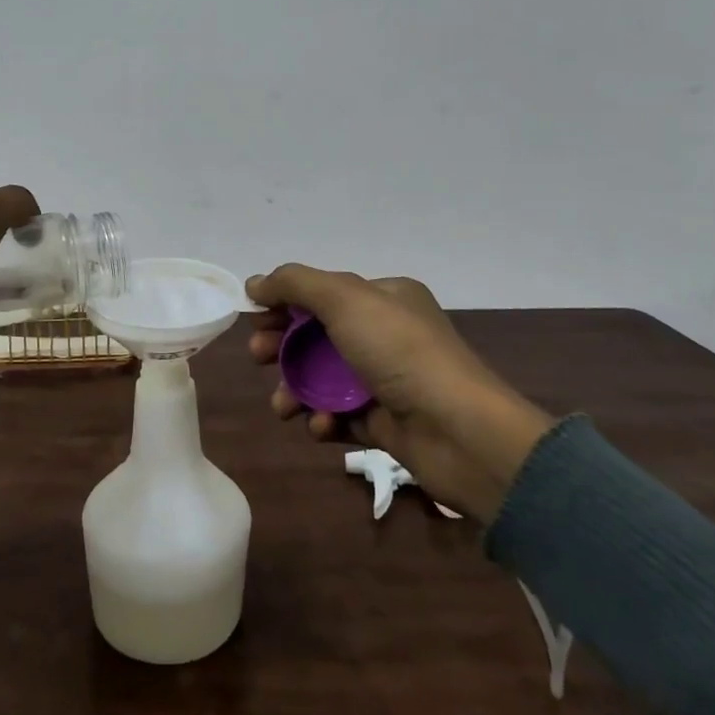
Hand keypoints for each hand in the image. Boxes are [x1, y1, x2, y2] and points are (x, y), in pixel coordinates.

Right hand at [245, 265, 554, 523]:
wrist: (461, 432)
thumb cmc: (400, 353)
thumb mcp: (345, 300)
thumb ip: (295, 284)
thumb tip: (255, 282)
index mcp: (384, 297)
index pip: (323, 292)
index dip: (285, 301)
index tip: (253, 317)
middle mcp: (386, 333)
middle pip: (318, 334)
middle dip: (283, 345)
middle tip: (258, 356)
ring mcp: (387, 379)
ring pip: (324, 378)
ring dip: (296, 389)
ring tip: (282, 407)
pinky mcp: (386, 422)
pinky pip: (341, 415)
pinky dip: (324, 419)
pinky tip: (320, 427)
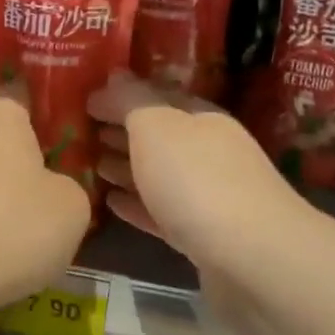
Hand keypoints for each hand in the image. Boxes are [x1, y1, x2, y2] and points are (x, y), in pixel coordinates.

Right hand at [88, 71, 300, 270]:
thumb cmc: (198, 181)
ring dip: (126, 167)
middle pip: (158, 136)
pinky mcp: (201, 236)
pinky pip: (160, 213)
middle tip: (81, 133)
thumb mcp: (157, 127)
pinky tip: (111, 203)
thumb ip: (132, 101)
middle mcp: (208, 151)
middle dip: (122, 131)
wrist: (253, 260)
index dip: (121, 96)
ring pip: (158, 174)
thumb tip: (115, 74)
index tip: (84, 100)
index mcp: (201, 118)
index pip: (156, 96)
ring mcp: (208, 196)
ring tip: (91, 164)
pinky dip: (136, 205)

Assignment —
An exact copy of the lines from the one containing "index dip: (121, 96)" through the end of the data above is the whole answer.

Result of the task —
index dip: (121, 96)
ring pip: (158, 174)
thumb tip: (115, 74)
index tip: (84, 100)
index mcp: (201, 118)
index pip: (156, 96)
ring mcp: (208, 196)
ring tip: (91, 164)
pinky dip: (136, 205)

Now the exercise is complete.